喉返神经损伤最为常见,多为单侧。单侧喉返神经不完全麻痹患者可有短期的声音嘶哑病史,后期症状不明显,多在体检时发现。单侧喉返神经完全麻痹患者声带内收和外展功能均受到影响,出现声音嘶哑、气息声明显、发声无力、饮水呛咳等症状;后期出现健侧声带代偿,发音质量稍改善。双侧喉返神经不完全麻痹时会引起喉阻塞,患者出现呼吸困难,而无明显声嘶。
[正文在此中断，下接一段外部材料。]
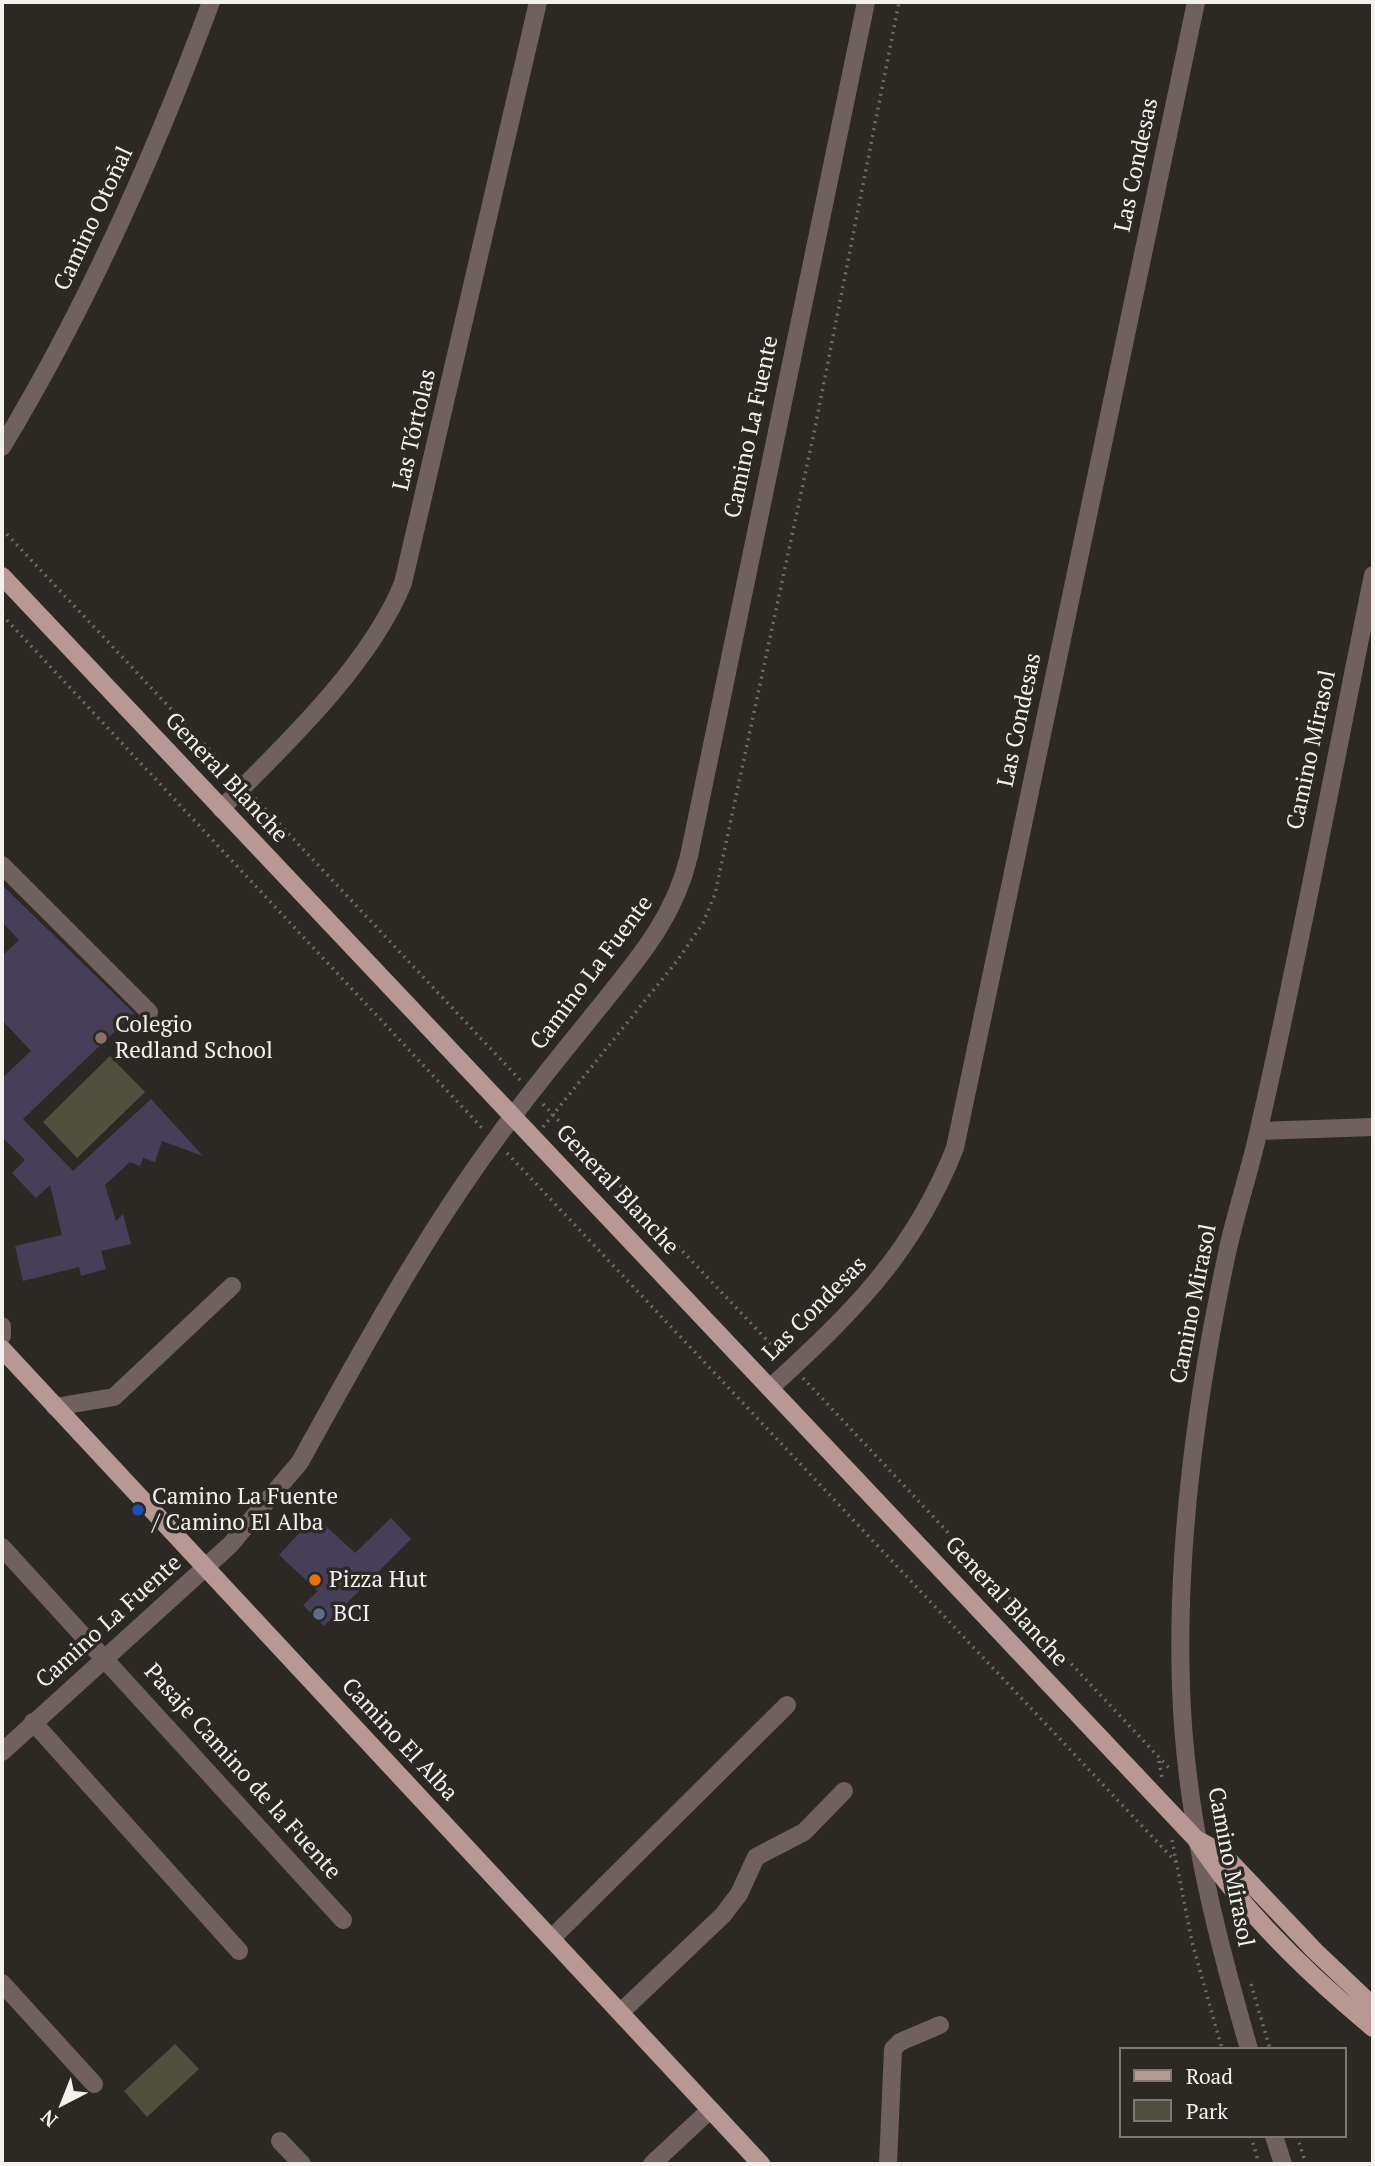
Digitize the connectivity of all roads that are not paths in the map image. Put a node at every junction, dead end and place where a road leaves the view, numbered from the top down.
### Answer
1 (211, 2) edge
2 (538, 2) edge
3 (866, 2) edge
4 (1196, 2) edge
5 (2, 447) edge
6 (1373, 575) edge
7 (2, 576) edge
8 (221, 809) junction
9 (2, 865) edge
10 (149, 1012) dead end
11 (513, 1115) junction
12 (1373, 1127) edge
13 (1259, 1131) junction
14 (232, 1286) dead end
15 (2, 1326) edge
16 (2, 1336) edge
17 (2, 1349) edge
18 (770, 1388) junction
19 (55, 1407) junction
20 (2, 1547) edge
21 (205, 1569) junction
22 (105, 1656) junction
23 (787, 1705) dead end
24 (33, 1722) junction
25 (2, 1752) edge
26 (844, 1790) dead end
27 (1195, 1839) junction
28 (343, 1920) dead end
29 (552, 1938) junction
30 (239, 1951) dead end
31 (2, 1983) edge
32 (1373, 2006) edge
33 (621, 2012) junction
34 (940, 2025) dead end
35 (1373, 2028) edge
36 (1247, 2047) edge
37 (94, 2084) dead end
38 (710, 2110) junction
39 (1275, 2138) edge
40 (281, 2141) dead end
41 (302, 2164) edge
42 (652, 2164) edge
43 (761, 2164) edge
44 (888, 2164) edge
45 (1283, 2164) edge

1 - 5 street, Camino Otoñal
2 - 8 street, Las Tórtolas
3 - 11 street, Camino La Fuente
4 - 18 street, Las Condesas
6 - 13 street, Camino Mirasol
7 - 8 main road, General Blanche
8 - 11 main road, General Blanche
9 - 10 street
11 - 18 main road, General Blanche
11 - 21 street, Camino La Fuente
12 - 13 street
13 - 27 street, Camino Mirasol
14 - 19 street
15 - 16 street
17 - 19 main road, Camino El Alba
18 - 27 main road, General Blanche
19 - 21 main road, Camino El Alba
20 - 22 street, Pasaje Camino de la Fuente
21 - 22 street, Camino La Fuente
21 - 29 main road, Camino El Alba
22 - 24 street, Camino La Fuente
22 - 28 street, Pasaje Camino de la Fuente
23 - 29 street
24 - 25 street, Camino La Fuente
24 - 30 street
26 - 33 street
27 - 32 main road, General Blanche
27 - 35 main road, General Blanche
27 - 36 street, Camino Mirasol
29 - 33 main road, Camino El Alba
31 - 37 street
33 - 38 main road, Camino El Alba
34 - 44 street
38 - 42 street
38 - 43 main road, Camino El Alba
39 - 45 street
40 - 41 street

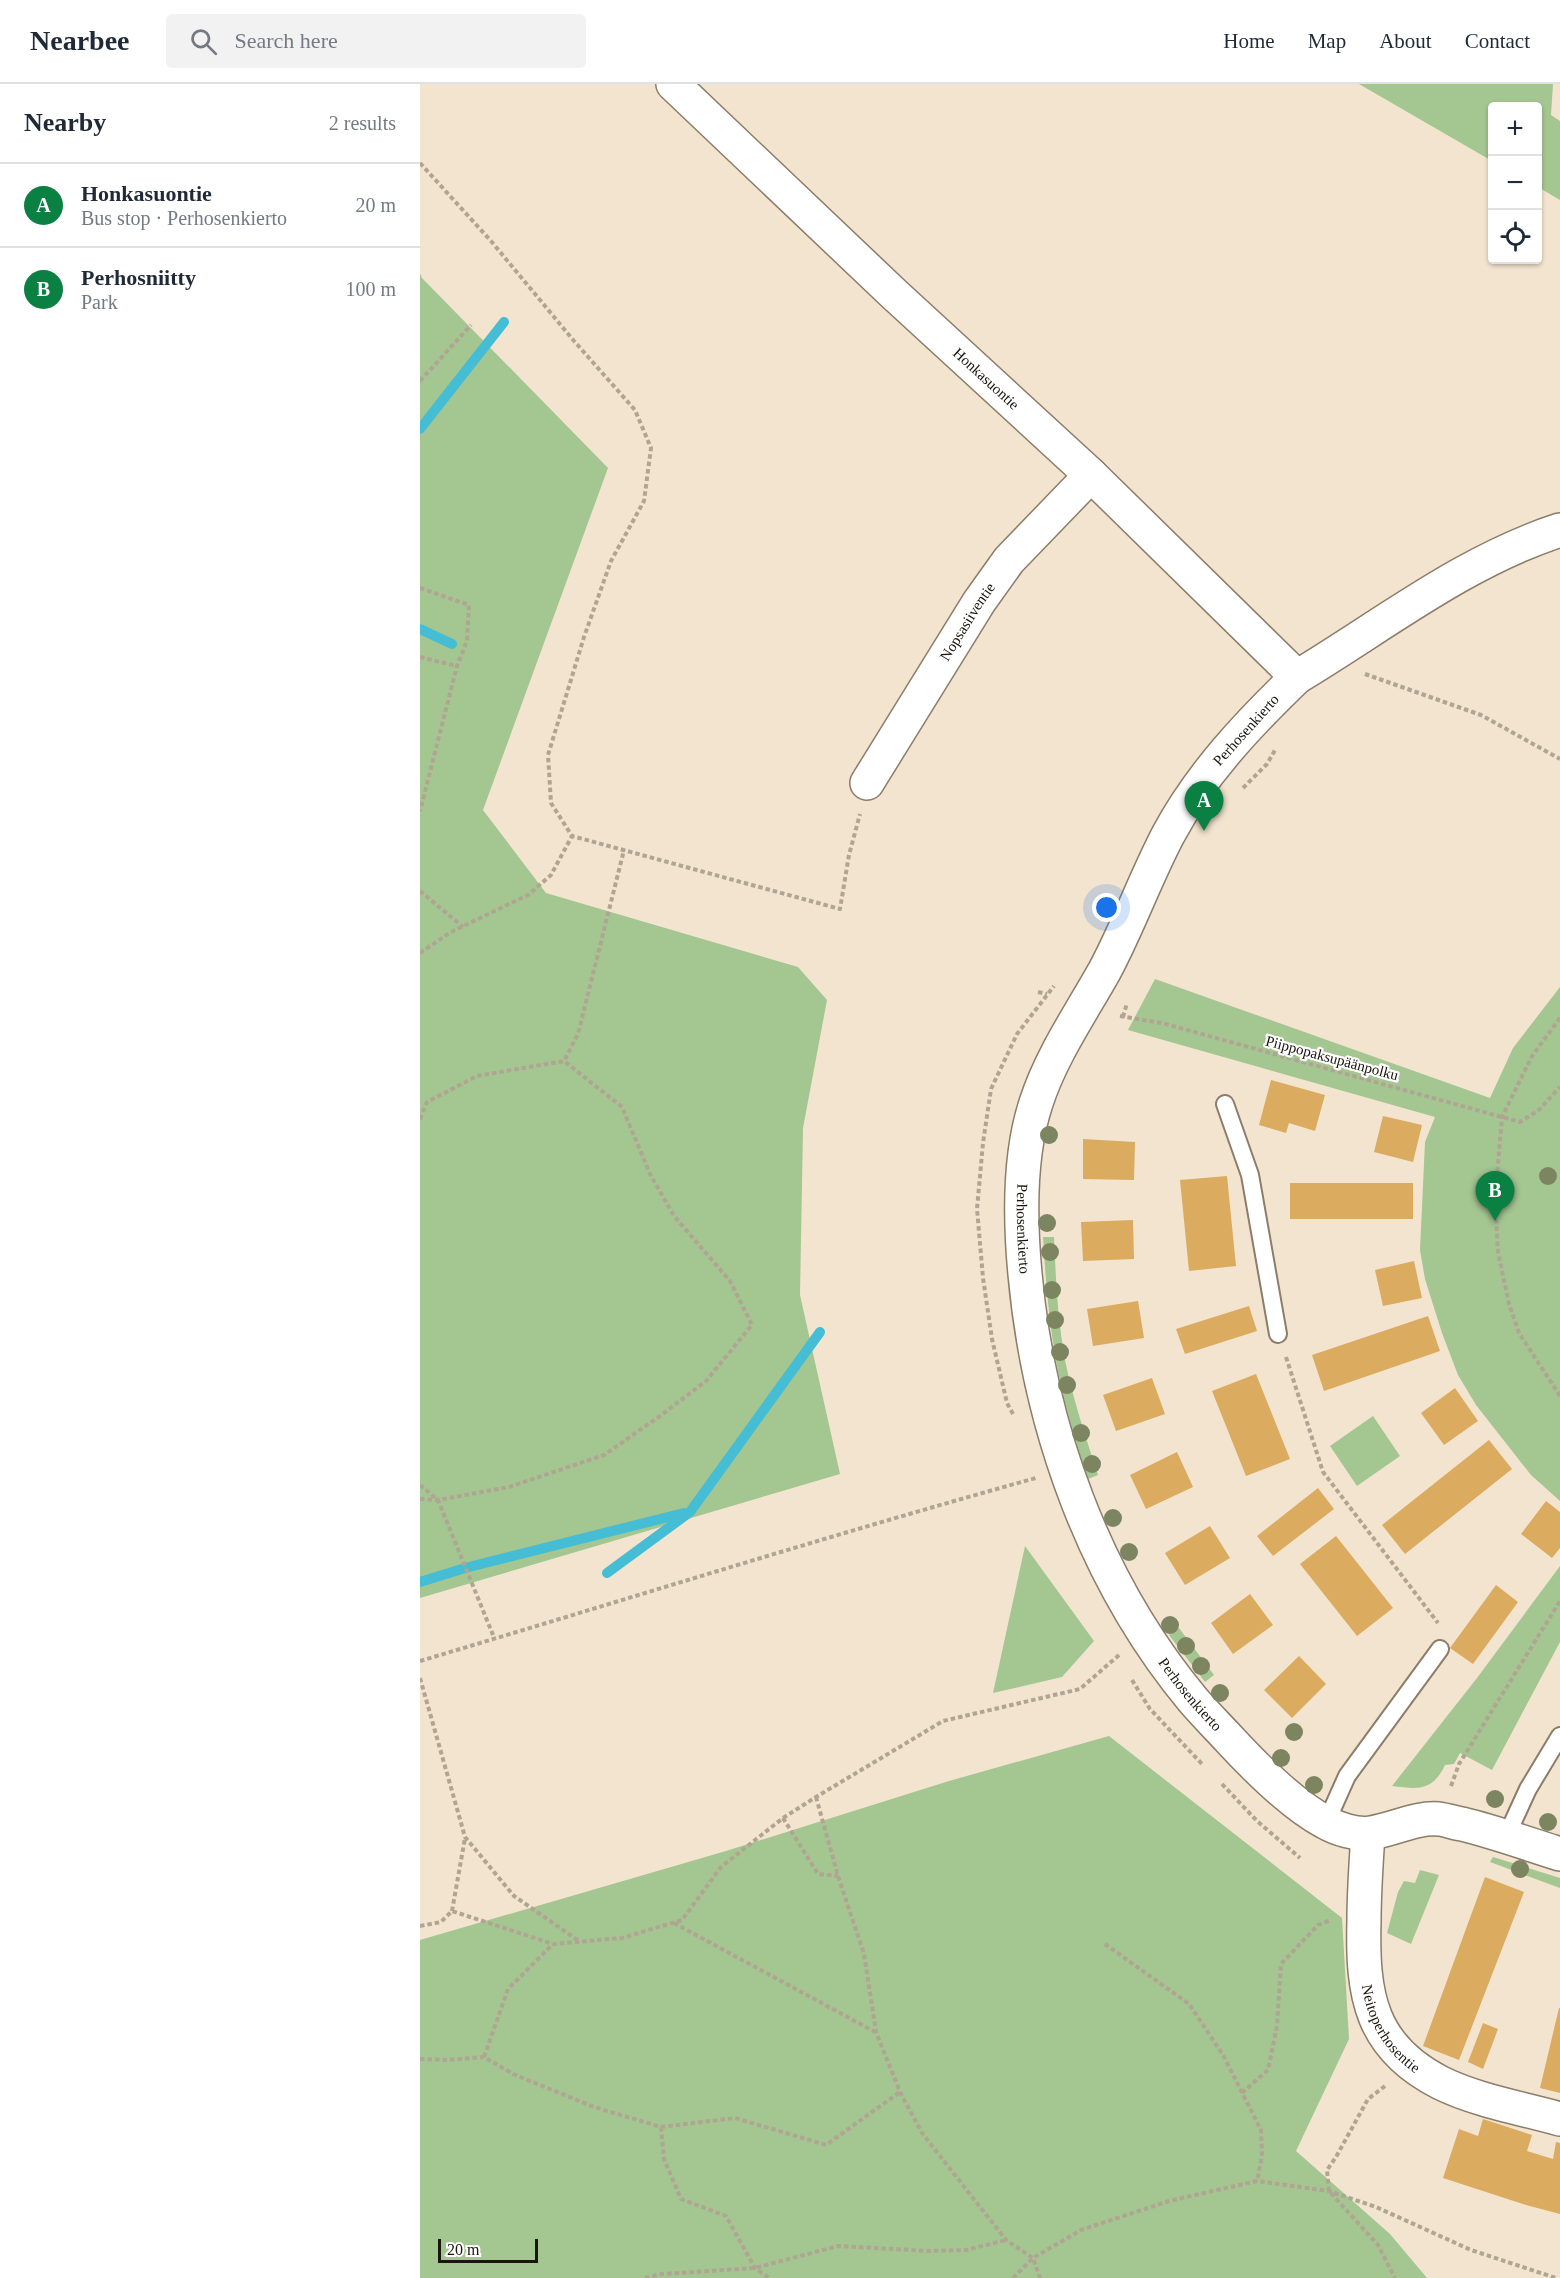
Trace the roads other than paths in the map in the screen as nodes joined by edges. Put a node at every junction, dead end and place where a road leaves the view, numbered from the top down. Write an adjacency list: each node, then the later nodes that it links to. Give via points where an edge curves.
1 (673, 84): 2 (street, Honkasuontie)
2 (1091, 475): 4 (street, Honkasuontie); 5 (street, Nopsasiiventie, via 1009,560)
3 (1560, 530): 4 (street, Perhosenkierto, via 1500,555 1436,590)
4 (1297, 677): 10 (street, Perhosenkierto, via 1213,766 1170,831 1107,967 1052,1064 1036,1103 1025,1169 1022,1237 1029,1323 1042,1391 1066,1470 1118,1588 1192,1699 1248,1759 1300,1806)
5 (867, 783)
6 (1225, 1104): 7 (lane, via 1250,1175)
7 (1278, 1334)
8 (1440, 1649): 10 (lane, via 1347,1776)
9 (1560, 1736): 12 (lane, via 1528,1789)
10 (1326, 1823): 11 (street, Perhosenkierto)
11 (1368, 1834): 12 (street, Perhosenkierto, via 1439,1819); 14 (street, Neitoperhosentie, via 1363,1966 1370,2007 1385,2037 1412,2065 1442,2083)
12 (1506, 1837): 13 (street, Perhosenkierto)
13 (1560, 1854)
14 (1560, 2119)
双侧喉返神经完全麻痹患者表现为发声嘶哑、音量小,说话费力、声时缩短,自觉气促但无呼吸困难。

声带麻痹患者嗓音音质评估结果
喉镜表现复杂多样,与声带麻痹的类型有关,还与损伤性质、程度、病程有关。单侧声带麻痹早期,患侧声带大部分处于旁正中位,声门闭合不全;损伤程度较重完全麻痹者,声带固定于旁正中位至正中位不等,声带可萎缩、菲薄、呈弓形,声门不同程度闭合不全。双侧声带不完全麻痹,双侧声带接近中线位置,外展受限,其间仅有小裂隙,发声时声门仍可闭合;双侧声带完全麻痹,声带固定于旁正中位,边缘松弛,不能闭合与外展。


间接喉镜所见各型声带麻痹
(1.正常喉部 2.两侧内收肌麻痹 3.单侧外展肌麻痹 4.两侧外展肌麻痹 5.单侧喉返神经完全麻痹 6.两侧喉返神经完全麻痹 7. 单侧喉返神经及喉上神经麻痹 8. 两侧喉返神经及喉上神经麻痹)


左侧声带麻痹呼吸与发声时喉镜图
动态喉镜可清晰地观察声带的运动,并对患者声带振动的对称性、周期性、振幅和黏膜波的活动情况进行检查。动态喉镜检查往往显示声带麻痹患者健侧与患侧的声带黏膜波均减弱甚至消失,以患侧为重,声带振动不规律、不对称,振动幅度减弱、少数异常增大,声门闭合相明显缩短,甚至消失。
声带麻痹的治疗原则以病因治疗为主,如局部及全身应用神经营养药物、扩血管药物等以促进神经功能恢复。为恢复或改善喉功能或嗓音功能,需进行嗓音训练,主要适用于单侧声带麻痹患者。对于声带麻痹症状较轻的患者,嗓音训练具有良好的效果。即使对于最终需接受外科手术干预的患者,嗓音训练也是等待阶段的有效治疗手段,另外还有助于术中对患者嗓音矫正效果的判断,有利于患者术后的康复。如进行手术,需在术后对嗓音情况重新评估,以调整训练方案。
嗓音训练的核心是促进声带的闭合以及改善嗓音音质,按照“声带放松——建立正确起音方式(减少软起音)——改善音质(包括嘶哑声和气息声)——寻找合适音调水平”这四个步骤进行。在嗓音训练中,还应避免不良发音习惯的滥用。
声带麻痹患者声音低沉、音调下降,选择打嘟法不仅能够帮助患者放松声带乃至整个发声器官,还能够通过升调模式帮助患者感知音调,为之后的音调训练打下基础。

声带麻痹患者由于声带内收和/或外展障碍,发声时声带间存在缝隙,说话出现气息声重、软起音的问题。应帮助患者促进声带闭合,建立正确的起音方式。单独控制喉部肌肉较为困难,可通过全身用力的方式带动发声器官发力,使声带闭合,同时改善患者发声无力的症状。推荐方法为甩臂后推法。

声音嘶哑是声带麻痹患者的常见症状之一,嘶哑声音质是结合了粗糙声和气息声的状态。上一步训练提高了声带闭合能力,在一定程度上改善了气息声,但主要是正确起音方式的建立。这一步训练将着重在音质障碍,推荐方法为半吞咽法、气泡式发音法。

声带麻痹患者音调过低且音调变化单一,因此需帮助其恢复正常的音调,同时增加言语时音调控制能力。推荐方法为音调梯度训练法。